ルカは泣いていた。声を出さず、溢れる涙を拭おうともせずに、奥歯を震わせるだけの男泣きであった。それは脳髄が痺れるほどカッコよくて、実際真横で見ていたアイクが口元を覆って「エッかっこよ…」と場違いに高い声を上げていた。
「ごめん」
「なんでルカが謝ンのさ…」
「オレは、みんなに笑っててほしいんだ。オレの家族に。ほとんど我儘みたいなもんだけど。……オレ、守れなかった。ごめん」
嗚呼、こいつは確かに“ボス”だと思った。どんなに弾丸をぶち込まれても、どんなに鋭利な刃物で刺されても、家族が背後にいる限り、こいつは立っているのだろう。
ミスタは心臓を鉛の手で掴まれたような気分になって、バックミラー越しにルカの涙の膜でキラキラ輝くアメジストと目を合わせた。
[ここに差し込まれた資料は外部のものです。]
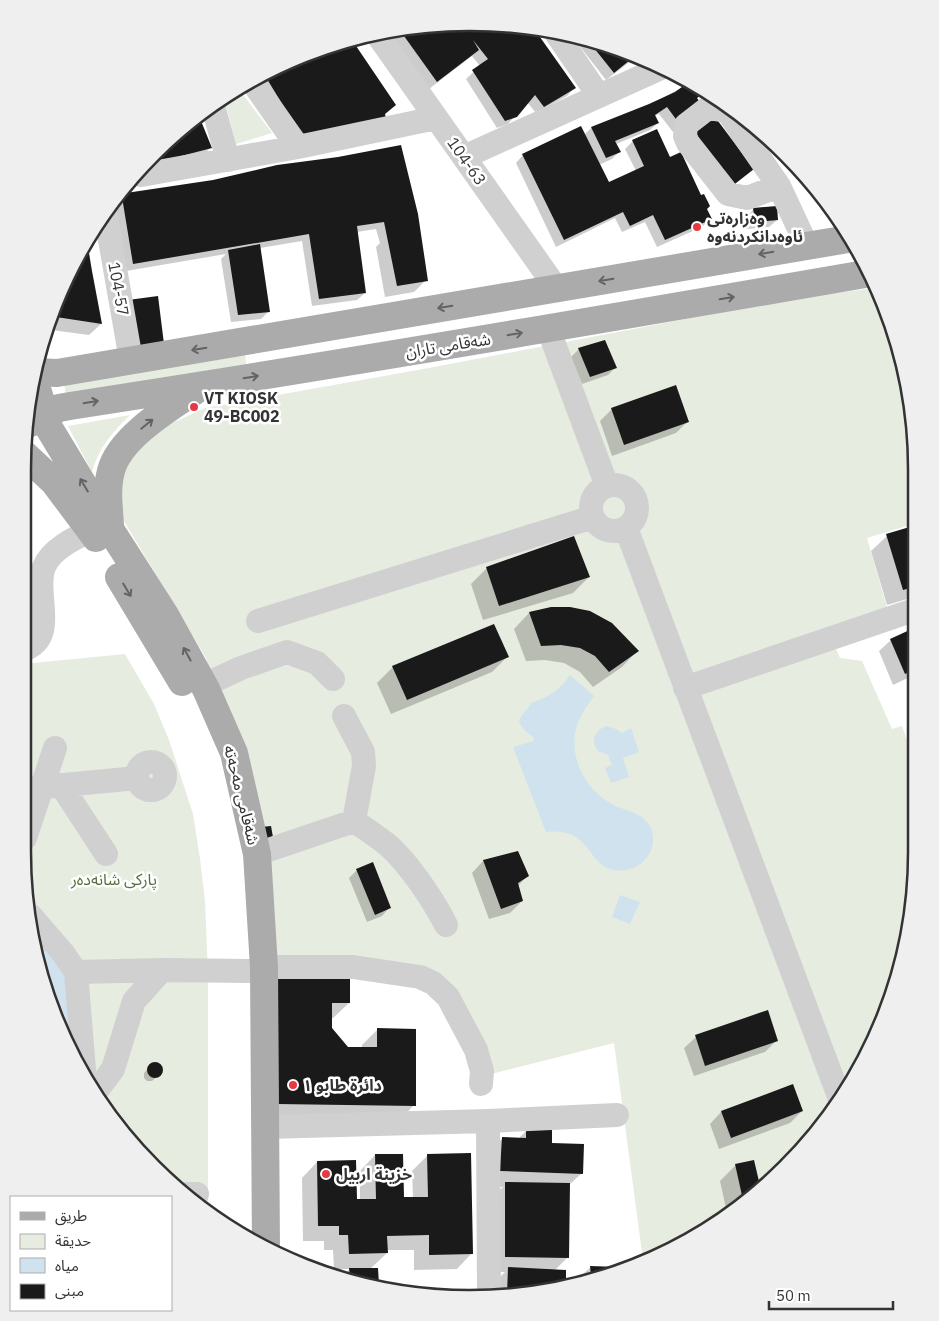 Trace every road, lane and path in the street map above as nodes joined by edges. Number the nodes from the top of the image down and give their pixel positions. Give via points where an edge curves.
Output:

おれより3つも年下の、22時には眠たくなっちまうベイビーなのに、こいつはなんて厄介でカッコいいやつなんだろう。
「ありがとう、ルカ」
久しぶりに口にした言葉だった。ミスタは全員の目をゆっくり・しっかり見て、もう一度「ありがとう」と言った。ずっと薄っぺらい、自己満足に塗れた謝罪を繰り返していたミスタには重く響く言葉だった。ゆるゆる微笑んだ友達を、きょうだいを見て、最後に恋人を見つめる。
「愛してる、ヴォックス」
「…………俺も、愛してるよ。ミスタ」
鬼は泣いた。いろんな感情で喉をグルグル言わせながら、さっきよりよっぽど強くミスタを抱きしめた。息ができないくらい愛しくて幸せだった。今すぐ死にたかった。爪先まで幸福でいっぱいで、みんながいるここで。ふたりはひとつのもののようにひっついていた。
「……っ、ごめん、裏で、裏でやって…!!」
10分後、狭い車内で展開されるふたりだけの世界ムードに耐えられなくなったシュウに誇り高い姫騎士のような顔で言われ、ふたりは「スマセ…」と呟いて離れた。アイクがダッシュボードを叩いて高らかに引き笑いをし、それにツボったルカがハンドルを切り損ねかけて四方八方の車から死ぬほどクラクションを鳴らされた。パトカーのサイレンが後ろから近づいてくる。
「アッやべっ」
「イギリス警察仕事早いな」
「文春砲待ったなし案件」
「両手が自由なうちにママに謝っとけ」
「刑務官ASMRの解像度が上がってしまうな…」
5人はゲラゲラ笑って雨降る街を駆け抜けた。濡れた建物や車がネオンを反射して光る。ミスタは目を閉じて、ああ夜が明ける。と思った。
ミスタ・リアスは大好きなヤツらのもとに帰った。